Birds can cause significant damage to a number of agricultural crops. Past studies have shown that alarm and distress calls are useful tools for repelling birds from agricultural and industrial settings, and current electronics have made this technique easier to use. A new study focused on integrating broadcast distress calls into bird management programs required the design of broadcast units with emphasis on low cost, preventing habituation, and saving power. The circuit was built around a sound recording integrated circuit with 120 s of nonvolatile memory and was set to play four 25-s distress calls, wait approximately 12 min between calls, and switch to a new call after a user-selectable number of call events (256 used in the field tests, corresponding to 3 - 4 days). An analog timer was used to set the call/wait cycle and call switching was achieved with a ripple counter. To save power, the circuit turned off every night using a voltage divider with a photoresistor to drive a power MOSFET switch. An audio-integrated circuit was used to amplify the sound signal, which was played through a trumpet speaker. Power consumption was low enough to allow operation from a 36-Ah hour battery for 2.5 months without recharging.

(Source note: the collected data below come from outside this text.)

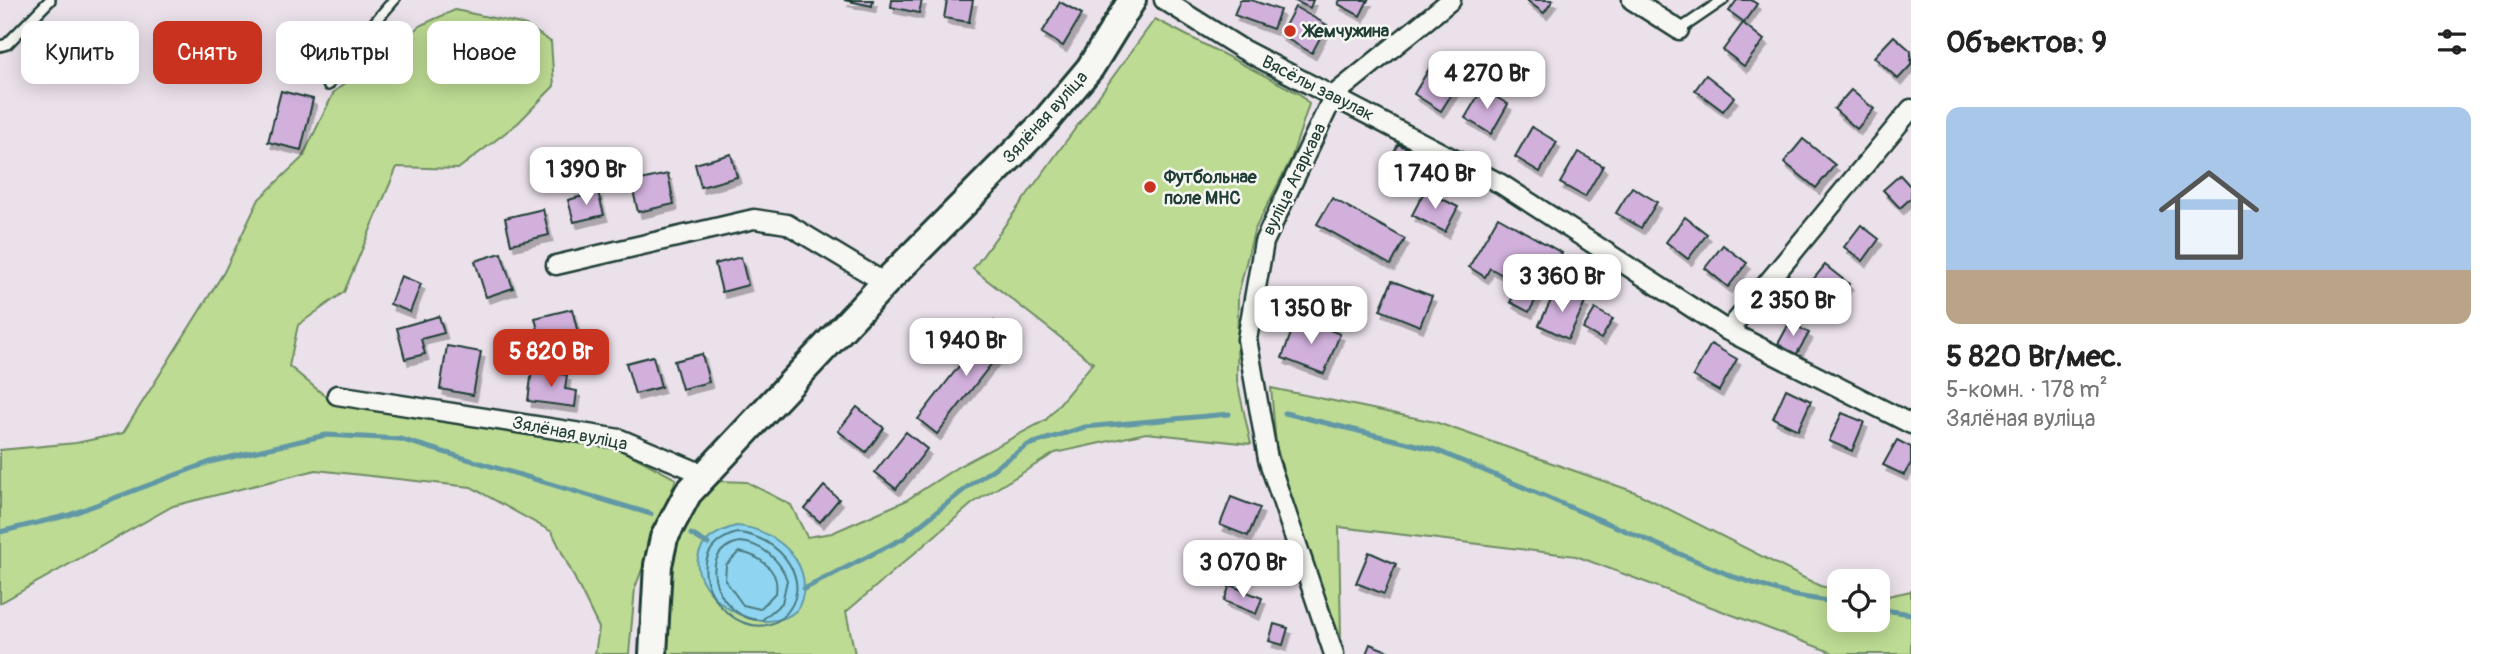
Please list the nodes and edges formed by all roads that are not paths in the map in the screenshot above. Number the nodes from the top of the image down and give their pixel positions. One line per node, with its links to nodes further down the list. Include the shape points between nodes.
1 (50, 0): 9 (lane)
2 (394, 0): 10 (lane, via 349,52)
3 (1132, 0): 14 (street, Зялёная вуліца, via 1090,68 1042,125)
4 (1164, 0): 11 (street, Вясёлы завулак, via 1242,49)
5 (1451, 0): 11 (street, вуліца Агаркава)
6 (1632, 0): 8 (street)
7 (1723, 0): 8 (lane)
8 (1679, 30)
9 (0, 46)
10 (328, 85)
11 (1334, 95): 15 (street, Вясёлы завулак, via 1501,184); 20 (street, вуліца Агаркава, via 1264,242 1247,339 1268,459)
12 (1911, 109): 15 (street)
13 (556, 265): 14 (street, via 754,219 787,224)
14 (885, 283): 18 (street, Зялёная вуліца)
15 (1728, 331): 17 (street, Вясёлы завулак)
16 (337, 395): 18 (street, Зялёная вуліца, via 620,439)
17 (1911, 424)
18 (703, 474): 19 (street, via 664,538 656,584)
19 (653, 654)
20 (1334, 654)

A number of broadcast units were built and tested in commercial almond orchards as part of a field trial to deter American crows (Corvus brachyrhynchos) from causing damage. A total of 36 broadcast units were deployed for two and a half months with no malfunctions. Some bird habituation was noted after approximately eight weeks of use. Results from the trial showed a significant reduction in damage due to distress call treatment with the broadcast units.